I appreciated Kathy Karlstrom’s comments in her letter of Nov. 30 (‘What comes next for TMX workers?’) that was about how laid-off employees will find wage-equivalent jobs.
It got me thinking about my past experience with a similar dilemma and how it is possible to not just come out of a situation, but actually thrive.
In 1999, my husband had a well-paying job and I lived a comfortable life. Shorty thereafter, he was diagnosed with a degenerative eye disease that would result in his eventual blindness. I knew that if I wanted to maintain the quality of life I had become accustomed to, I would need to do something.
That “something” was education.
I started with a general education diploma I earned through a six-week night school course offered by TRU. I never looked back, graduating in 2006 with a master’s degree from Royal Roads University.
During my years as an adult student, I was thoroughly encouraged and supported by our education system. I was gifted with grants and bursaries and scholarships, some of which were based solely on my mature student status.
Many a night I utilized TRU’s on-campus math and English labs.

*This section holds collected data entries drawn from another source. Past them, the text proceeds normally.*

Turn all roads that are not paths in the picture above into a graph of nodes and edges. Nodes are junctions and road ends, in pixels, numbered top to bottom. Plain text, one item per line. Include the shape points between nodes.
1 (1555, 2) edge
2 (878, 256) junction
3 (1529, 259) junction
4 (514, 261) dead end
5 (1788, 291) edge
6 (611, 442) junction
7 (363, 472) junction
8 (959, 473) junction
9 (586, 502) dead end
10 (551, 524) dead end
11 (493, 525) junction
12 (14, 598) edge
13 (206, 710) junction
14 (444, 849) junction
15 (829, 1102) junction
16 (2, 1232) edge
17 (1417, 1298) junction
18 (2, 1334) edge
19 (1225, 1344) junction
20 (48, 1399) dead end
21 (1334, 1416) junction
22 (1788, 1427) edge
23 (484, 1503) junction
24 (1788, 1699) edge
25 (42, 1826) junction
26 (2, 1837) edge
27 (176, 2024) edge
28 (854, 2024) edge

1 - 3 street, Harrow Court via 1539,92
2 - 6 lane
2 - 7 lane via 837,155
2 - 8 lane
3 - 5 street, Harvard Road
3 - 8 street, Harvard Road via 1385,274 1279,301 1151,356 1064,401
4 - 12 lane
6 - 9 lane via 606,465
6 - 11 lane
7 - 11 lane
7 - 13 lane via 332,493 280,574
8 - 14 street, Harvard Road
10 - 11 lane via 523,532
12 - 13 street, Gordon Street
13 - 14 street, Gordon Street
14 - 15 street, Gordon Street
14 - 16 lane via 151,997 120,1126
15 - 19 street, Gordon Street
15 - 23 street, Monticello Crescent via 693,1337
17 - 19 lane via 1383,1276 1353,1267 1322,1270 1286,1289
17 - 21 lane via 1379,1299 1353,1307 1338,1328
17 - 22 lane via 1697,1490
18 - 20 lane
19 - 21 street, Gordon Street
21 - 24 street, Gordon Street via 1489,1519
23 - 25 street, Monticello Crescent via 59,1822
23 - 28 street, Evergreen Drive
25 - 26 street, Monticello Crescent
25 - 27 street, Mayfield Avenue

I earned a great deal of my undergraduate credits using TRU’s flexible Open Learning online option.
I feel so grateful for Canada’s access to education programs.
I would encourage any of those working on the Trans Mountain piepline expansion project — and others — to consider my story as a possibility. Education was the way for me.
Perhaps letters like Karlstrom’s will lead to a post-TMX transition program, if one does not already exist.
There is a great deal of wage equivalent — and even much higher paying —opportunities out there.
Health care and technology are good examples.
The pipeline may become a lifeline for one individual. And I believe in the power of one.